New Zealand political activist, feminist and welfare worker

Flora McMillan Forde (9 June 1883 - 13 December 1958) was a New Zealand political activist, feminist and welfare worker.

==Early life==

Forde was born on her parents' farm in Wyndham, Southland, New Zealand on 9 June 1883. Her parents were Catherine Stalker and Henry Ive. Her father later became a baker and master butcher. She attended school in Wyndham and Invercargill. She married a railway clerk, Michael Joseph Forde, on 5 November 1902 and they had two daughters and a son. Michael left his job in July 1903 to become a journalist and eventually became the chief reporter for the Southland Times.

==Later life and activism==

She began to volunteer in women and labour movements in 1910 by joining the Sixpenny Clothing Club, the Invercargill Housewives’ Union and the Southland Trades and Labour Council. She also helped set up the Southland branch of the Worker's Educational Association in 1915.

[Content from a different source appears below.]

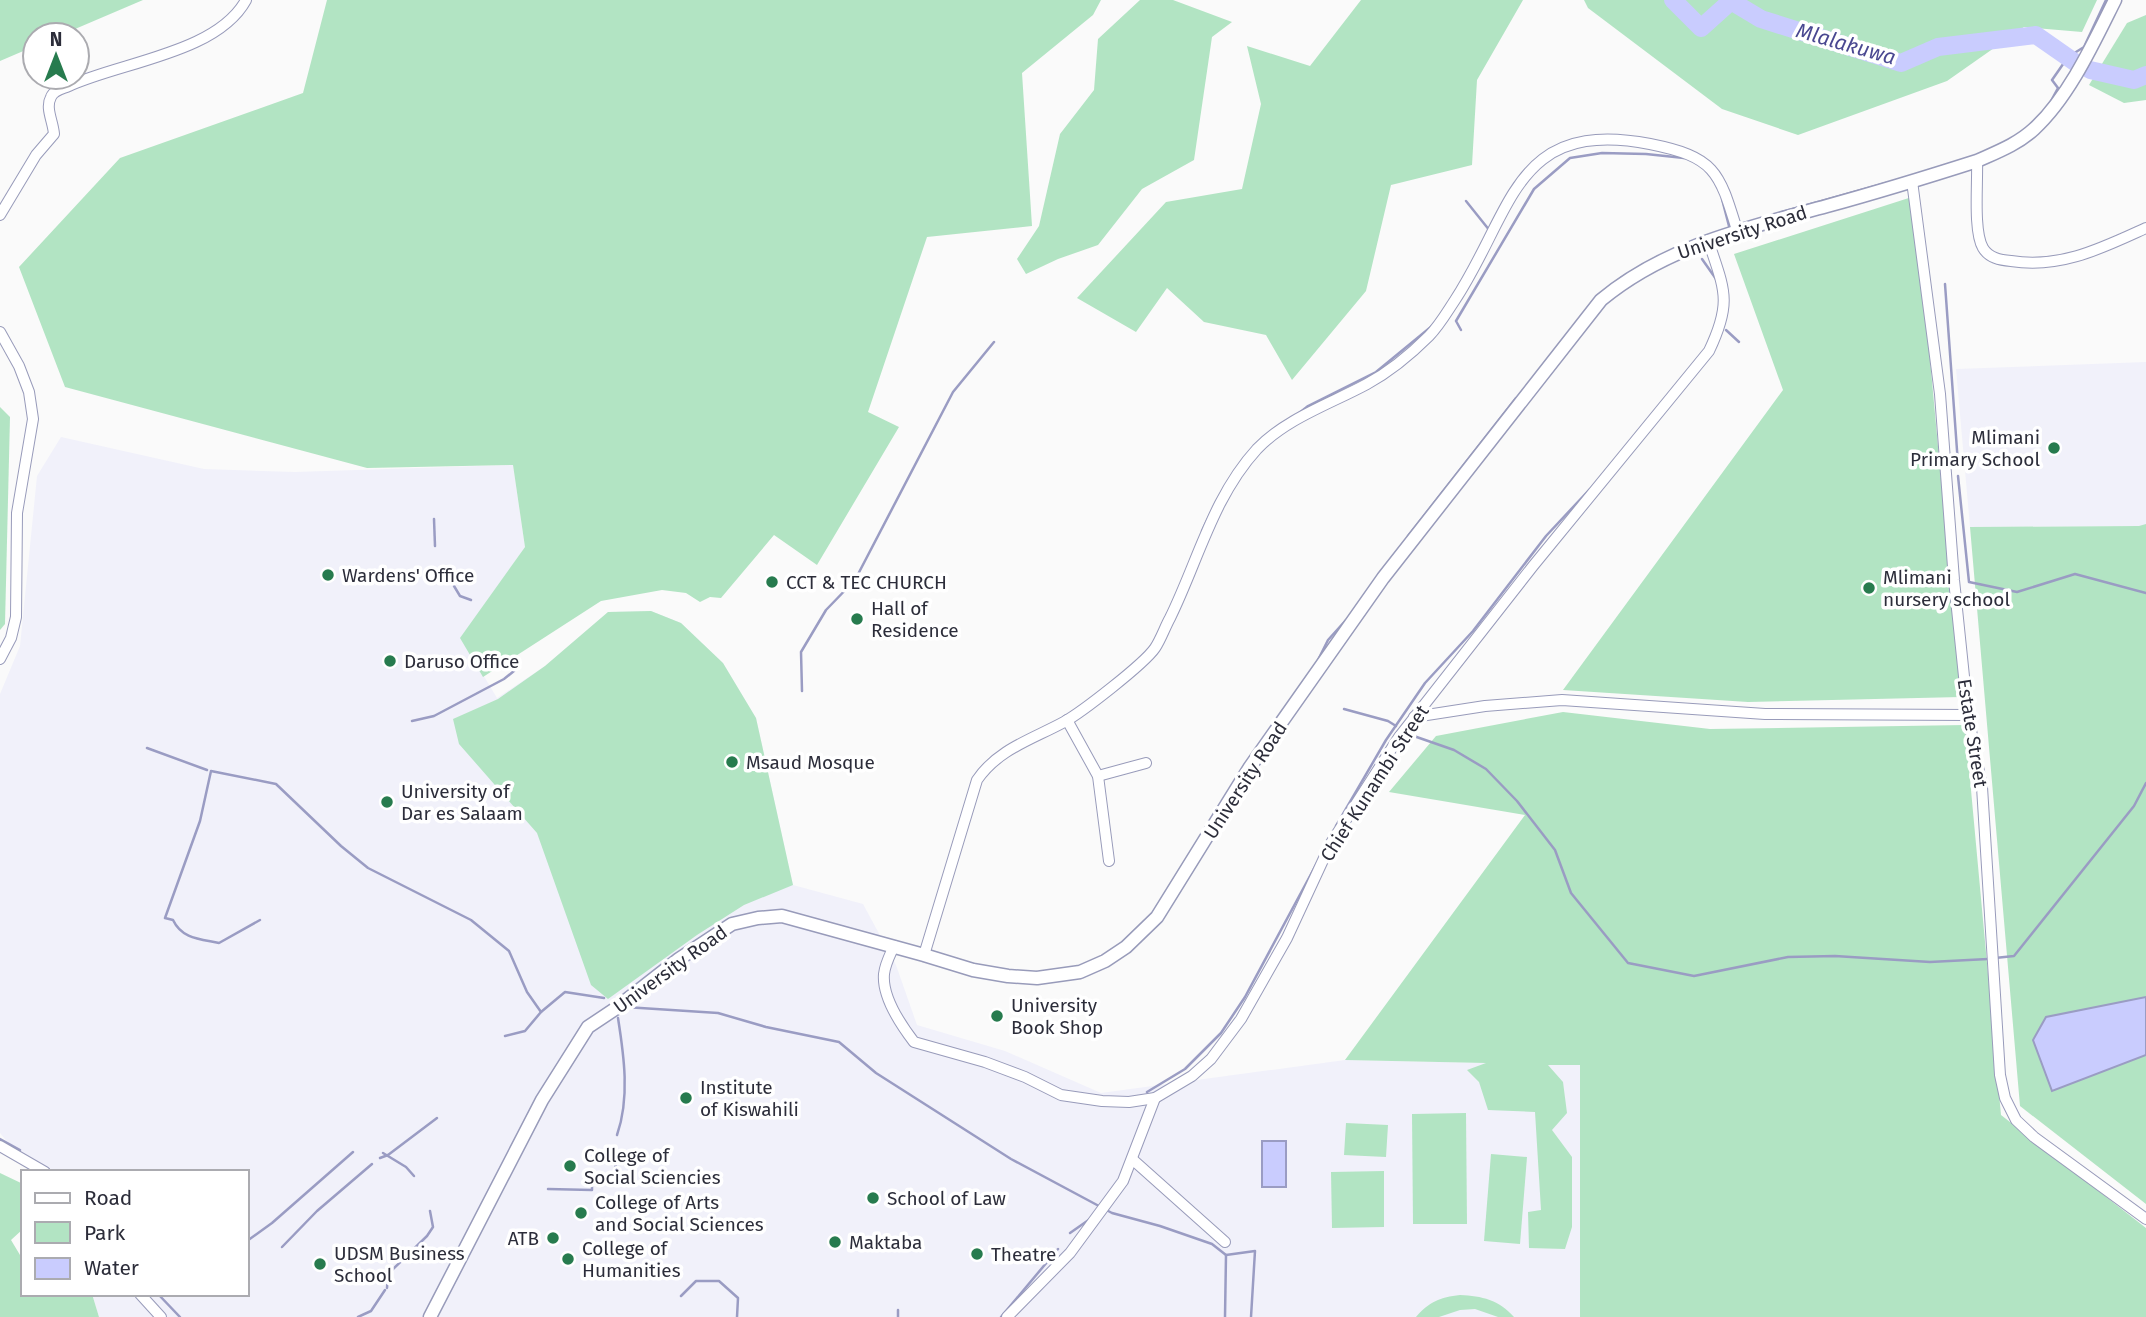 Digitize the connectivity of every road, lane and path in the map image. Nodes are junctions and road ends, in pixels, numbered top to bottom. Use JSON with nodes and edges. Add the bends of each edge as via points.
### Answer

Forde and her husband moved to Wellington in 1917 where Michael began working in the railway industry again until he retired in 1954. Forde continued to volunteer in women and labour movements and joined the Wellington branch of the Worker's Educational Association as well as the Wellington Housewives’ Union. She joined the New Zealand Society for the Protection of Women and Children in the 1930s where she served as treasurer for 17 years and later President of the Wellington branch and served as the executive of the Southland War Funds Association during World War II. She was also a long-term member of the National Council of Women of New Zealand (NCW). She served as a domain secretary between 1924 and 1925 and again between 1934 and 1937 before being elected president in 1948. She also represented the NCW at the council of the New Zealand Standards Institute from 1947 until 1958.

In 1935, she was awarded the King George V Silver Jubilee Medal, and in 1953, she was awarded the Queen Elizabeth II Coronation Medal. She was appointed an Officer of the Order of the British Empire in the 1952 Queen's Birthday Honours.

Forde died on 13 September 1958 in Wellington and was survived by her husband and two daughters.